Another Rocky Sequel

I'm thinking of fighting again. Nothing big, y'know, locally.  Of course, I've got arthritis in my hip joint, so hard running is out.  So it goes.


To say that I'm thinking of fighting again stretches that I "fought" the first time.  As a skinny freshman in 1988, I joined Central Connecticut State University's Boxing Club, to dubious success.  It wasn't officially a sport for whatever reason, probably funding.  Johnny Callas, a Hartford fighting veteran, who later went on to officiate the Miguel Cotto vs. Muhammad Abdullayev WBO Light Welterweight Title fight at Madison Square Garden in 2005, coached me for my short two-month boxing career.


I'd grown up around the sport, my old man an amateur fighter.  I don't know much about his boxing career only that our basement was a mini Gold(man's) Gym, with heavy bag and speed bag, jump ropes, sparring gloves, and all those tools specific to the boxing world, the springs and grips, handwraps, etc.  
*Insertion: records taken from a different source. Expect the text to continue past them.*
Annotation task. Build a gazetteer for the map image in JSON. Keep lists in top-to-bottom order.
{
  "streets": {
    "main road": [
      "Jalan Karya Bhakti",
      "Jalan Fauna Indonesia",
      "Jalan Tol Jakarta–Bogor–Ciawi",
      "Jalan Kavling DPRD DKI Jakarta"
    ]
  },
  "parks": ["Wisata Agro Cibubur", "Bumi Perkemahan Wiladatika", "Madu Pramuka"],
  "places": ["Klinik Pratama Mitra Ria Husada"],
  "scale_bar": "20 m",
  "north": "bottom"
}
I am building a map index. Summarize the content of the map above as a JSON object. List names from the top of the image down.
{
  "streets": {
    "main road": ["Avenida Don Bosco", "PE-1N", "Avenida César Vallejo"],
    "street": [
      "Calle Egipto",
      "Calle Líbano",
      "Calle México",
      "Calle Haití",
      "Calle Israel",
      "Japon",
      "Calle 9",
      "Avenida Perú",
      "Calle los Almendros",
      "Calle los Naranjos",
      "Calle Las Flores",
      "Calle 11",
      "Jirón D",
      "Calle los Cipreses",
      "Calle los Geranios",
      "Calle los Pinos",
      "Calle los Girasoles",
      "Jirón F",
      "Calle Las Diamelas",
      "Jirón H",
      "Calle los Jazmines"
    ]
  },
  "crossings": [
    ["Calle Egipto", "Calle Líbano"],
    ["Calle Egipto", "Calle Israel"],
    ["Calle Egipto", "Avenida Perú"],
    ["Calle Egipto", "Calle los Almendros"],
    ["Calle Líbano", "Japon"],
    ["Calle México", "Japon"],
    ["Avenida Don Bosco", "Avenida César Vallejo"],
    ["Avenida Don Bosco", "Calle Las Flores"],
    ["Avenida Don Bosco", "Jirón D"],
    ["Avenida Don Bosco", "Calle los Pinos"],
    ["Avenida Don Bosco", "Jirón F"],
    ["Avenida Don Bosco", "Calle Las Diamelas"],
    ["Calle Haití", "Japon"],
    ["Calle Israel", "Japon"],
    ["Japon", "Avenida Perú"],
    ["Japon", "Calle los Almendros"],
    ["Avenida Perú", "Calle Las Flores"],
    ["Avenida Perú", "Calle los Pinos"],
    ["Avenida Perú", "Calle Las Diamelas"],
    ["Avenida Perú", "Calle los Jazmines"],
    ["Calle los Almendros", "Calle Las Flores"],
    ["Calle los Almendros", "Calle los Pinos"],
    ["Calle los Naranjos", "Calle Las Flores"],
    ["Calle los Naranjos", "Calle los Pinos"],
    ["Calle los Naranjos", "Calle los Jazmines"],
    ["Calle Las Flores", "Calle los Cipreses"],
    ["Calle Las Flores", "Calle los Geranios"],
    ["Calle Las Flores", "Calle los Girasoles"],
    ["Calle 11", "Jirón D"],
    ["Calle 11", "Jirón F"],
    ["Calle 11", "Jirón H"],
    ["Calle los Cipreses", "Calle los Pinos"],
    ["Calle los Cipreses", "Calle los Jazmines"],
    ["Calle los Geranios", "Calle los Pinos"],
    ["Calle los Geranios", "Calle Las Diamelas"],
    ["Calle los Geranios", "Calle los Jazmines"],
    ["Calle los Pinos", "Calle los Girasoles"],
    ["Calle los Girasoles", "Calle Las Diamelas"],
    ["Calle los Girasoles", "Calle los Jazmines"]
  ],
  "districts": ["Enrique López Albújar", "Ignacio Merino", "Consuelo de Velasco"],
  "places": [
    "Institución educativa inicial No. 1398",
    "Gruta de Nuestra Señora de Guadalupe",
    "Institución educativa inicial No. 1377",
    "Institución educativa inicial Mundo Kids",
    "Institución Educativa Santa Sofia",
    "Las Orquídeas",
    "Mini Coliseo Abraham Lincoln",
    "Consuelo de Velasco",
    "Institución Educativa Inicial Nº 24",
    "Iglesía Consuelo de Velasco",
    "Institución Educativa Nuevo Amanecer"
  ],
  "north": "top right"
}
My father's favorite fighter was Roberto Duran, nicknamed Manos de Piedre, or Hands of Stone.  With his beard and dark complexion (my father worked in constructed and was tanned year round.  I'd once told my kindergarten class that my mother was white and my father was black, much to the horror of my WASP hometown, my mother dragging my father to parent/teacher conferences so that my teacher could see it wasn't true), the old man even resembled Duran.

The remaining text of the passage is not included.